#### Provided data:

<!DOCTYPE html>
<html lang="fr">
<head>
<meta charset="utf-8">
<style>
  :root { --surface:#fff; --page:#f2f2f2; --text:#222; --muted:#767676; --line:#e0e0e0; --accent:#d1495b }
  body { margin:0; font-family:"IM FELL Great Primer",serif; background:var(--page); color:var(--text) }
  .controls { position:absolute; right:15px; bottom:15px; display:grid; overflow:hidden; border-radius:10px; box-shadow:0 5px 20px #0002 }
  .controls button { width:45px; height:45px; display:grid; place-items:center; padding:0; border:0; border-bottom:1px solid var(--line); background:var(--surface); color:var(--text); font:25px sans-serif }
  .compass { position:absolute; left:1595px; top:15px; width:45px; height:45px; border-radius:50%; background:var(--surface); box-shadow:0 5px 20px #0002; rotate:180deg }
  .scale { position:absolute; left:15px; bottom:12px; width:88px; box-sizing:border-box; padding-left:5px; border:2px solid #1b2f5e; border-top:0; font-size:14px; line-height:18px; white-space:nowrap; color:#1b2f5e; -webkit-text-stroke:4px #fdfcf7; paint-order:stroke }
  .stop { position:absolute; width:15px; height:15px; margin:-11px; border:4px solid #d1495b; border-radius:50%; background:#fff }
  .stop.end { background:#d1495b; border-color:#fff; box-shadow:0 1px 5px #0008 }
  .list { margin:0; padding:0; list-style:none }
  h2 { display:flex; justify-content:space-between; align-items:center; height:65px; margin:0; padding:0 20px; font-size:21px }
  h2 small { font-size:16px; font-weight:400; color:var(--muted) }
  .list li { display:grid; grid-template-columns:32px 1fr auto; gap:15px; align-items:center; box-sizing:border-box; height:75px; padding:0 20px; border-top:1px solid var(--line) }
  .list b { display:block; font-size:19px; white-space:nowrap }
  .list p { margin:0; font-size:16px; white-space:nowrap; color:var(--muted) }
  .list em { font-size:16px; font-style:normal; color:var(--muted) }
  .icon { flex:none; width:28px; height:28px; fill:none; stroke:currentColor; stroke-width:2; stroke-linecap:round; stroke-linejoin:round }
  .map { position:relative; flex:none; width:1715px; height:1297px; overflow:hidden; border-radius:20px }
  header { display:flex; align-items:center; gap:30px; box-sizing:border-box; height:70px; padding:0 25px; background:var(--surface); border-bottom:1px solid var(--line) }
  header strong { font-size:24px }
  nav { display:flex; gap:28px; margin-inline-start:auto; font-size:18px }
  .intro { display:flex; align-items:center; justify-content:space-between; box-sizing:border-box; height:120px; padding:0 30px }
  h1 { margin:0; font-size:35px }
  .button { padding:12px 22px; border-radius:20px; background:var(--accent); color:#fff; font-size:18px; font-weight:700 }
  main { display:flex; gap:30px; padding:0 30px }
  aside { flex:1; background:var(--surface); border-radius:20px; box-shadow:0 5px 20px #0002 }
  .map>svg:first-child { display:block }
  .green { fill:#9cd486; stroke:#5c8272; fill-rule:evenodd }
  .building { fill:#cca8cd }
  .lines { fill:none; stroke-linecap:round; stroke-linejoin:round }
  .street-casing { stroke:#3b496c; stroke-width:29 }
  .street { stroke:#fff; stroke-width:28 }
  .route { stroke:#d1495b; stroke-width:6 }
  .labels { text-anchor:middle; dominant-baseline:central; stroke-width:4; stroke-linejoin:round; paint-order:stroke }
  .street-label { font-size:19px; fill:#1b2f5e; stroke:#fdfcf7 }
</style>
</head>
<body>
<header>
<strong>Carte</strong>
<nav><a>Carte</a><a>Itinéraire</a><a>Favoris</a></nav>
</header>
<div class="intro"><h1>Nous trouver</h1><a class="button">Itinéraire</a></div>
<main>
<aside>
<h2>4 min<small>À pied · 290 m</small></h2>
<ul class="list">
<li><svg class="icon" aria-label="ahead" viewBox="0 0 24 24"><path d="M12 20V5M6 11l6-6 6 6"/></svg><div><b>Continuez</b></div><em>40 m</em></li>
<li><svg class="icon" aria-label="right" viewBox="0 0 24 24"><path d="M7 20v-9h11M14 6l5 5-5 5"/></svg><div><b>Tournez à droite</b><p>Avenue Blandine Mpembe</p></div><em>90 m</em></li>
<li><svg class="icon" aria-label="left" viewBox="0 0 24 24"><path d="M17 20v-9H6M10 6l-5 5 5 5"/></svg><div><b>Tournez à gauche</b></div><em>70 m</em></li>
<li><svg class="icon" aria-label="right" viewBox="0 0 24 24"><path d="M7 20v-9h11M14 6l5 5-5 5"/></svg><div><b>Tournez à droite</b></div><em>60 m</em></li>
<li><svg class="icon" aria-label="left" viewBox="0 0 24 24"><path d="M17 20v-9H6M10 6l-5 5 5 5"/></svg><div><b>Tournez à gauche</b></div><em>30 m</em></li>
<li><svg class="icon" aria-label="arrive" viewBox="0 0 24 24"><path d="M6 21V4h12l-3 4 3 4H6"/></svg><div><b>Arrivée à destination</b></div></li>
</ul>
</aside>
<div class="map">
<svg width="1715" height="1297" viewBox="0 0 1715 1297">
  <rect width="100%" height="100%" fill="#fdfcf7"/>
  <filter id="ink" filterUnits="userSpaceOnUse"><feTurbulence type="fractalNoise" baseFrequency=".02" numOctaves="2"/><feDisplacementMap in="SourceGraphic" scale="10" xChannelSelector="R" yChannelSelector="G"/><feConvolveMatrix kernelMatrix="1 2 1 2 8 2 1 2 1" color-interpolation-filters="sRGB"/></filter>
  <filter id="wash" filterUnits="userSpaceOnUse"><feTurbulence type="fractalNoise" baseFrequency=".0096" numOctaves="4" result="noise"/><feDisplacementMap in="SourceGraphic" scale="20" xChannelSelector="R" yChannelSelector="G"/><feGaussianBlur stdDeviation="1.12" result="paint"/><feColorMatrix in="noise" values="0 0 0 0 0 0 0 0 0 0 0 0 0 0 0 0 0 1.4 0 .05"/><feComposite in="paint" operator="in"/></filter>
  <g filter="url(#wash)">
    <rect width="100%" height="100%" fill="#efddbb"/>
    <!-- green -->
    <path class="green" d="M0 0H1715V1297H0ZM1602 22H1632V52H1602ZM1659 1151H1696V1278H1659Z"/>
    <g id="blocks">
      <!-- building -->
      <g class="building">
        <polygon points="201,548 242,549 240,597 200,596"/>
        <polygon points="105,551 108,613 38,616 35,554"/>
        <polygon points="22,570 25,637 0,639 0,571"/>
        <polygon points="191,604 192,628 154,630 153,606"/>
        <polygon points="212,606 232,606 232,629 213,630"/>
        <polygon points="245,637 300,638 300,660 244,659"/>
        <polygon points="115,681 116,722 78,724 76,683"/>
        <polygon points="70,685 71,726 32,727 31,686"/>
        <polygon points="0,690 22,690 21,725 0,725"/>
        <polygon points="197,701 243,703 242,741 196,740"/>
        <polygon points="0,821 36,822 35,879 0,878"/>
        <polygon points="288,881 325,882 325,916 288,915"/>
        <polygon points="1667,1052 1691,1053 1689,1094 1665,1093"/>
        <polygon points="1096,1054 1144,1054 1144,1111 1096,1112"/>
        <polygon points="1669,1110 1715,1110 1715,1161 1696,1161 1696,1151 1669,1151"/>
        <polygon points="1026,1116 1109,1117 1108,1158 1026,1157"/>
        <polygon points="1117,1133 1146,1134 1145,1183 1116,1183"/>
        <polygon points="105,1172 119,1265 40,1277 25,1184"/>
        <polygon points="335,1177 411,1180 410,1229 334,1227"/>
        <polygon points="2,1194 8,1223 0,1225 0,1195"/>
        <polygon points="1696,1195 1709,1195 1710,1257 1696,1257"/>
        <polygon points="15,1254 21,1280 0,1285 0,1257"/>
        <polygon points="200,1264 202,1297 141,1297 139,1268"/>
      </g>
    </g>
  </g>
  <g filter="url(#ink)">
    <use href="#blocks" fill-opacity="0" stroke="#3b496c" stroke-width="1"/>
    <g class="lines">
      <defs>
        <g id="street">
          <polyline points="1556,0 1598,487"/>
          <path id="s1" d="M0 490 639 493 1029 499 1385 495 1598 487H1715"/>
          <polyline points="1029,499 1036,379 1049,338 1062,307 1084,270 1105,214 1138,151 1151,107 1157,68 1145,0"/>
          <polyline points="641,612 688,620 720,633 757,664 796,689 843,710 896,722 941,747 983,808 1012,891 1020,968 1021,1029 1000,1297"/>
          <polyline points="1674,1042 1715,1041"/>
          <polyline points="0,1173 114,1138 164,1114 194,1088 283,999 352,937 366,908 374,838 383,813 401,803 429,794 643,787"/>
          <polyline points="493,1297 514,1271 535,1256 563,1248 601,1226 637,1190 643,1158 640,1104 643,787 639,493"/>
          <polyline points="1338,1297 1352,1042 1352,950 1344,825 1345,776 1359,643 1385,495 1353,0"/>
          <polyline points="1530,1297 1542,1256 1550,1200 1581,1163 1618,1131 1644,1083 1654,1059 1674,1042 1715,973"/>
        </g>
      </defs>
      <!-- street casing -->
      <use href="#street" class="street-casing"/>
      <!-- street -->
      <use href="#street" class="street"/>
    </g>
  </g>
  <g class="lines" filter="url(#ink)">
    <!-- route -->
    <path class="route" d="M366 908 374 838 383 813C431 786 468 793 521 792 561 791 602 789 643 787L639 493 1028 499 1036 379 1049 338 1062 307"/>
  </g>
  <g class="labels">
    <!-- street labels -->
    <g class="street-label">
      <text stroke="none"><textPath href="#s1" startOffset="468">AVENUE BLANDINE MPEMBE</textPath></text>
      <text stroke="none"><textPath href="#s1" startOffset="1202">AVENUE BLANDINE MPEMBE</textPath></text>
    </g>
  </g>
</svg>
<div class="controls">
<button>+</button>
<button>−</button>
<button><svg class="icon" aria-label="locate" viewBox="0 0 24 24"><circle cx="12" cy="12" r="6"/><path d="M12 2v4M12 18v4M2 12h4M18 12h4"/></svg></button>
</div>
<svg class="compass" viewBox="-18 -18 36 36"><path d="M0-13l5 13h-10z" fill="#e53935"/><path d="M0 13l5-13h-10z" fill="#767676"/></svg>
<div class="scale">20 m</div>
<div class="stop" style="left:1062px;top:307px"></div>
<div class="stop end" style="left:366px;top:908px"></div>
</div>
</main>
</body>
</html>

#### What the exercise asks:
When you reach the line that contains "position:absolute; left:1595px; top:15px;", stop; that line and every line before it, from the very first line of the data, should be restated word for word.

#### Response area:
<!DOCTYPE html>
<html lang="fr">
<head>
<meta charset="utf-8">
<style>
  :root { --surface:#fff; --page:#f2f2f2; --text:#222; --muted:#767676; --line:#e0e0e0; --accent:#d1495b }
  body { margin:0; font-family:"IM FELL Great Primer",serif; background:var(--page); color:var(--text) }
  .controls { position:absolute; right:15px; bottom:15px; display:grid; overflow:hidden; border-radius:10px; box-shadow:0 5px 20px #0002 }
  .controls button { width:45px; height:45px; display:grid; place-items:center; padding:0; border:0; border-bottom:1px solid var(--line); background:var(--surface); color:var(--text); font:25px sans-serif }
  .compass { position:absolute; left:1595px; top:15px; width:45px; height:45px; border-radius:50%; background:var(--surface); box-shadow:0 5px 20px #0002; rotate:180deg }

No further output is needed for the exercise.